══ Dataset excerpts ══

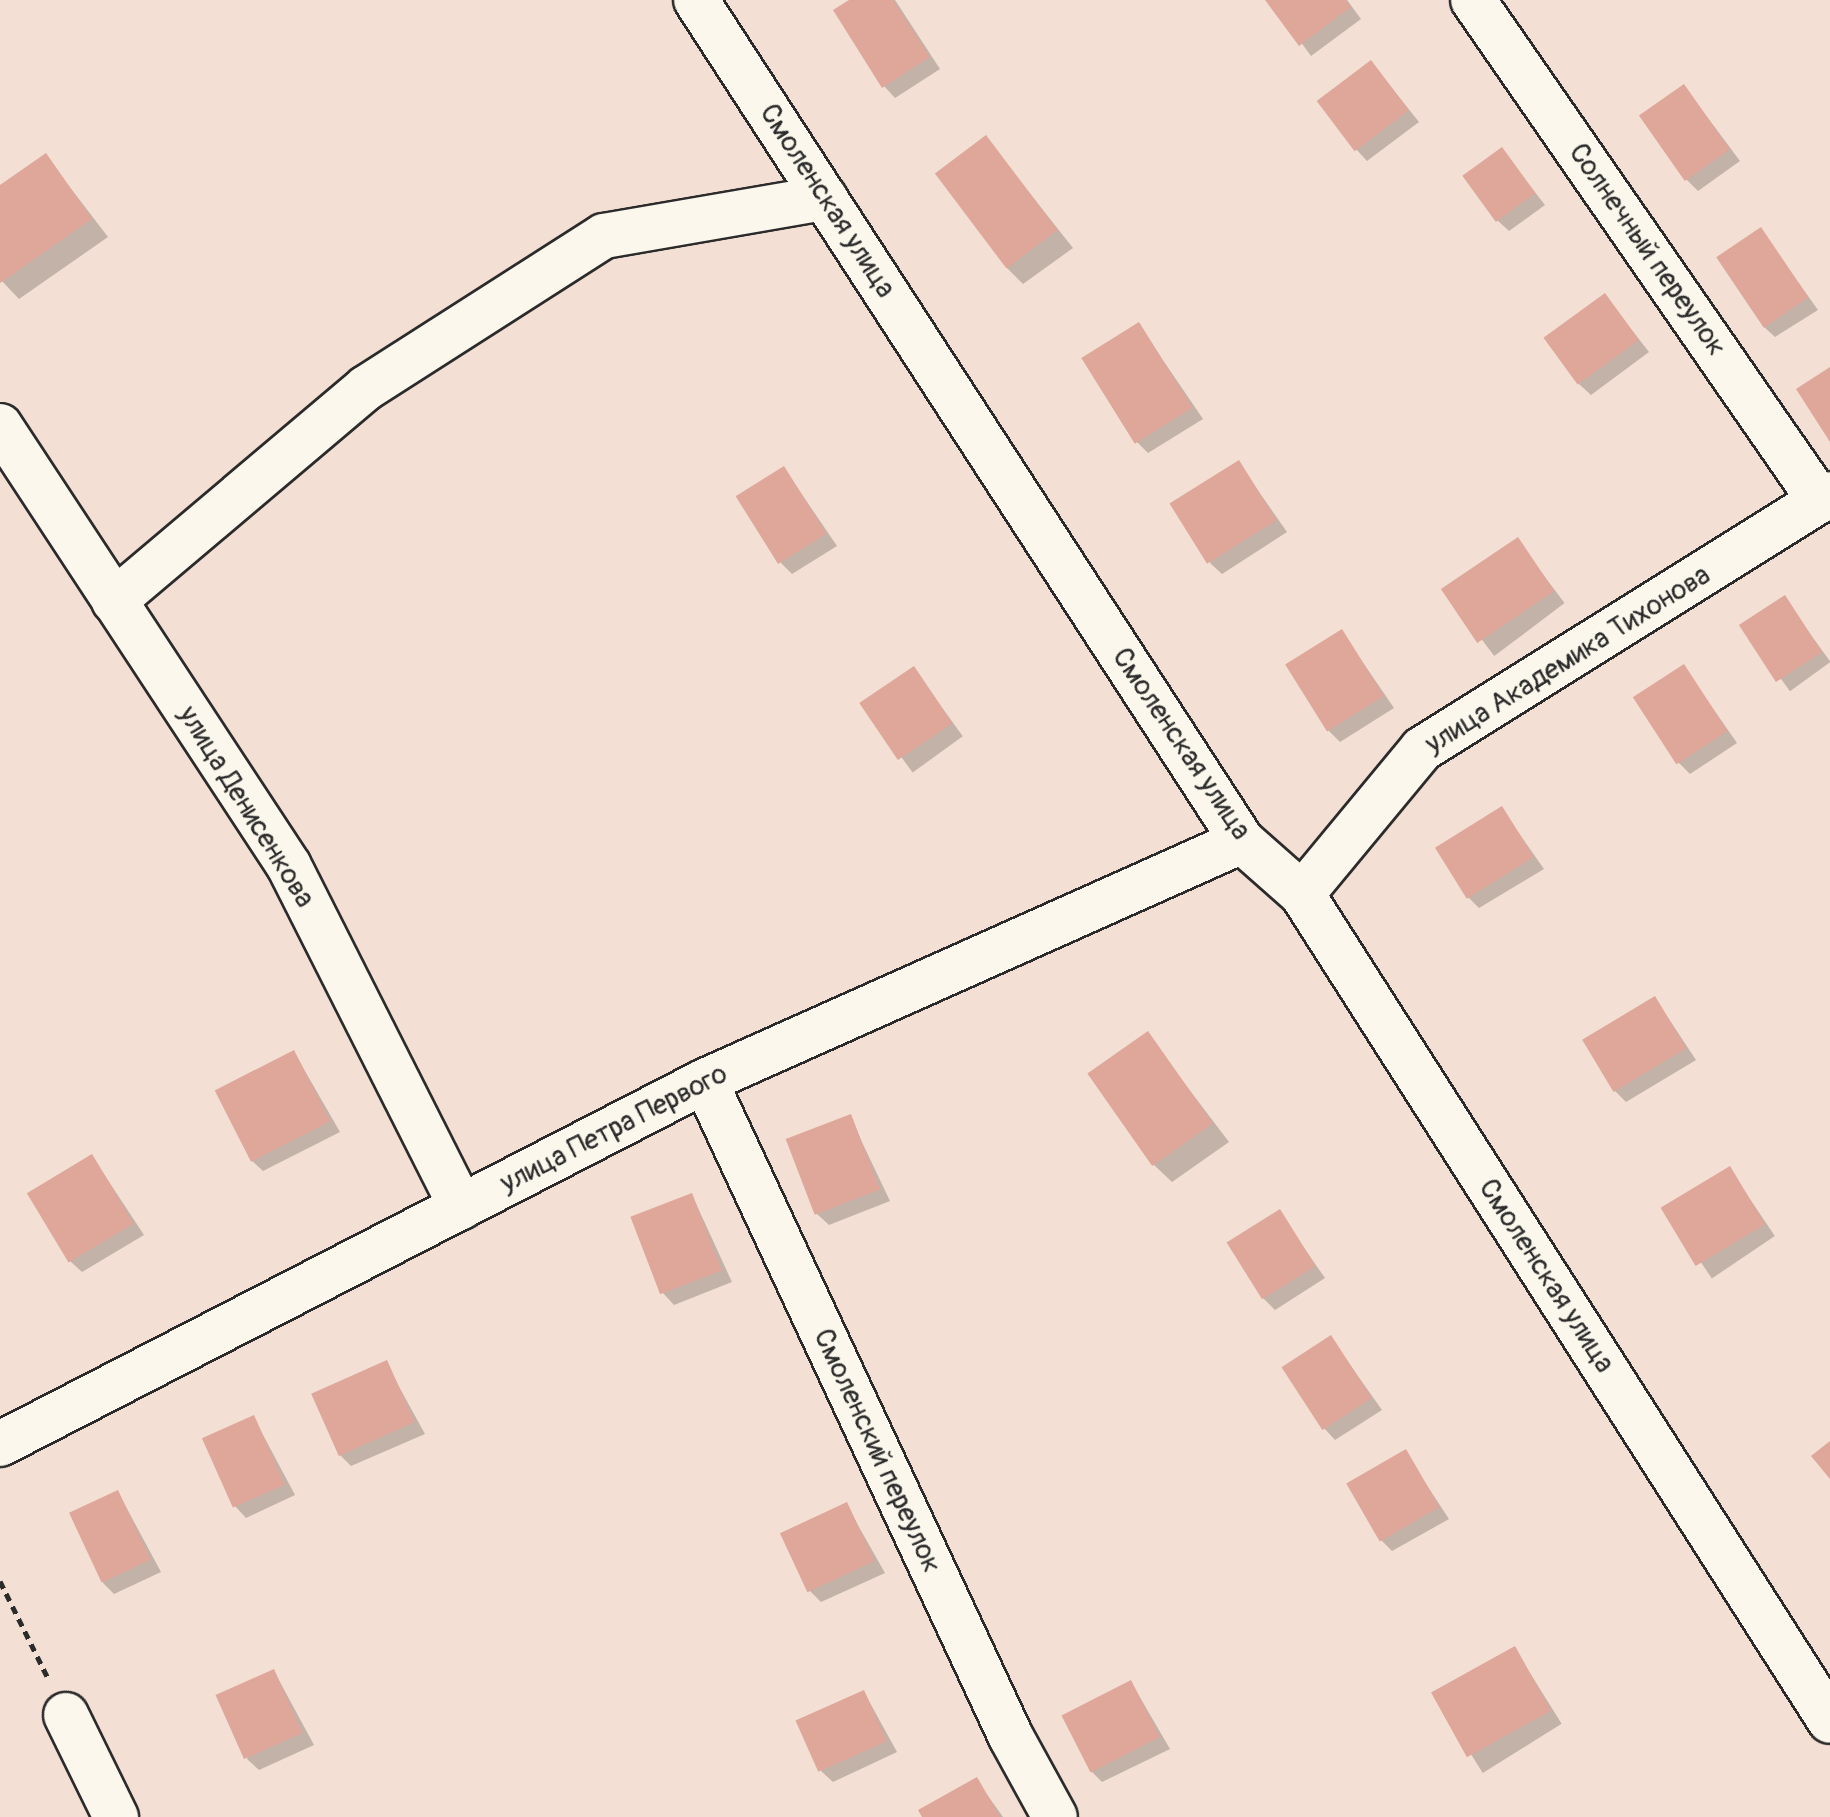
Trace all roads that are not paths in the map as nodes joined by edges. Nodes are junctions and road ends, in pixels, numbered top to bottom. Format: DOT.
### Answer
graph roads {
  1 [pos="696,0"];
  2 [pos="1473,0"];
  3 [pos="825,198"];
  4 [pos="0,426"];
  5 [pos="1825,497"];
  6 [pos="114,601"];
  7 [pos="1242,841"];
  8 [pos="1302,894"];
  9 [pos="705,1081"];
  10 [pos="461,1207"];
  11 [pos="0,1444"];
  12 [pos="66,1715"];
  13 [pos="1830,1721"];
  14 [pos="116,1817"];
  15 [pos="1055,1817"];
  1 -- 3 [label="street, Смоленская улица"];
  2 -- 5 [label="street, Солнечный переулок"];
  3 -- 6 [label="street"];
  3 -- 7 [label="street, Смоленская улица"];
  4 -- 6 [label="street, улица Денисенкова"];
  5 -- 8 [label="street, улица Академика Тихонова"];
  6 -- 10 [label="street, улица Денисенкова"];
  7 -- 8 [label="street, Смоленская улица"];
  7 -- 9 [label="street, улица Петра Первого"];
  8 -- 13 [label="street, Смоленская улица"];
  9 -- 10 [label="street, улица Петра Первого"];
  9 -- 15 [label="street, Смоленский переулок"];
  10 -- 11 [label="street, улица Петра Первого"];
  12 -- 14 [label="street"];
}
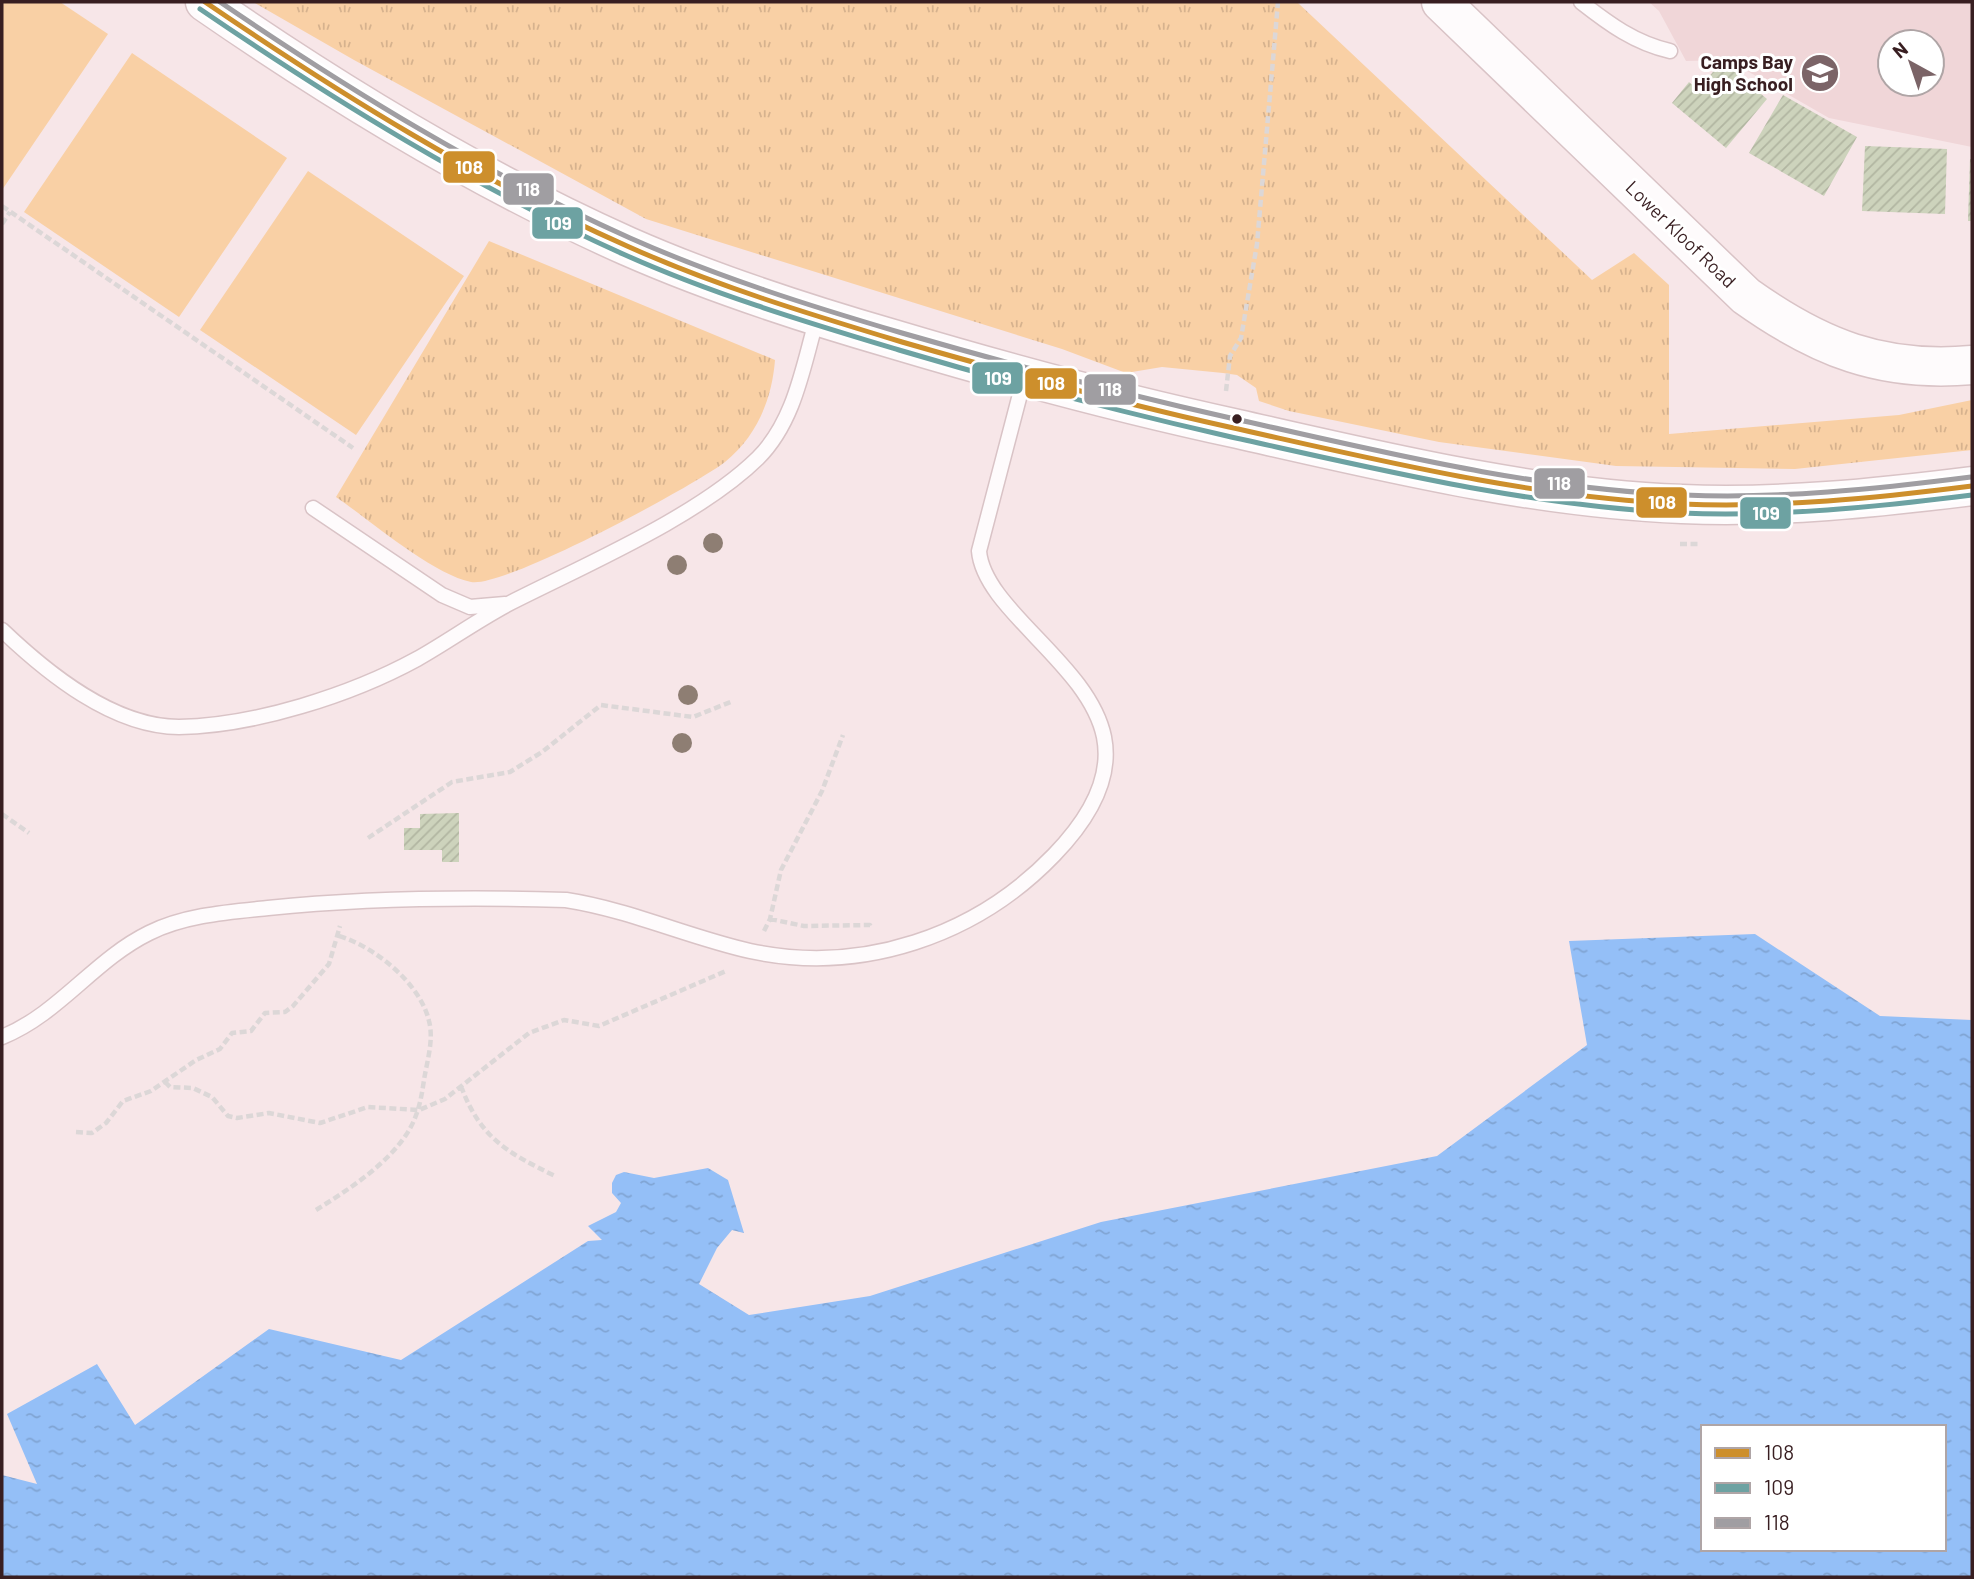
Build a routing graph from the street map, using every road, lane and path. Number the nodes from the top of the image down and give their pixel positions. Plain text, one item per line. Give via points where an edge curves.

═══

Work instruction:
Quote the records in their entirety, keeping the wording exact and excluding pictures.

Solution to this exercise:
Trace all roads that are not paths in the map as nodes joined by edges. Nodes are junctions and road ends, in pixels, numbered top to bottom. Format: DOT.
### Answer
graph roads {
  1 [pos="696,0"];
  2 [pos="1473,0"];
  3 [pos="825,198"];
  4 [pos="0,426"];
  5 [pos="1825,497"];
  6 [pos="114,601"];
  7 [pos="1242,841"];
  8 [pos="1302,894"];
  9 [pos="705,1081"];
  10 [pos="461,1207"];
  11 [pos="0,1444"];
  12 [pos="66,1715"];
  13 [pos="1830,1721"];
  14 [pos="116,1817"];
  15 [pos="1055,1817"];
  1 -- 3 [label="street, Смоленская улица"];
  2 -- 5 [label="street, Солнечный переулок"];
  3 -- 6 [label="street"];
  3 -- 7 [label="street, Смоленская улица"];
  4 -- 6 [label="street, улица Денисенкова"];
  5 -- 8 [label="street, улица Академика Тихонова"];
  6 -- 10 [label="street, улица Денисенкова"];
  7 -- 8 [label="street, Смоленская улица"];
  7 -- 9 [label="street, улица Петра Первого"];
  8 -- 13 [label="street, Смоленская улица"];
  9 -- 10 [label="street, улица Петра Первого"];
  9 -- 15 [label="street, Смоленский переулок"];
  10 -- 11 [label="street, улица Петра Первого"];
  12 -- 14 [label="street"];
}
Build a routing graph from the street map, using every road, lane and path. Number the nodes from the top of the image down and give their pixel positions. Plain text, one item per line. Give via points where an edge curves.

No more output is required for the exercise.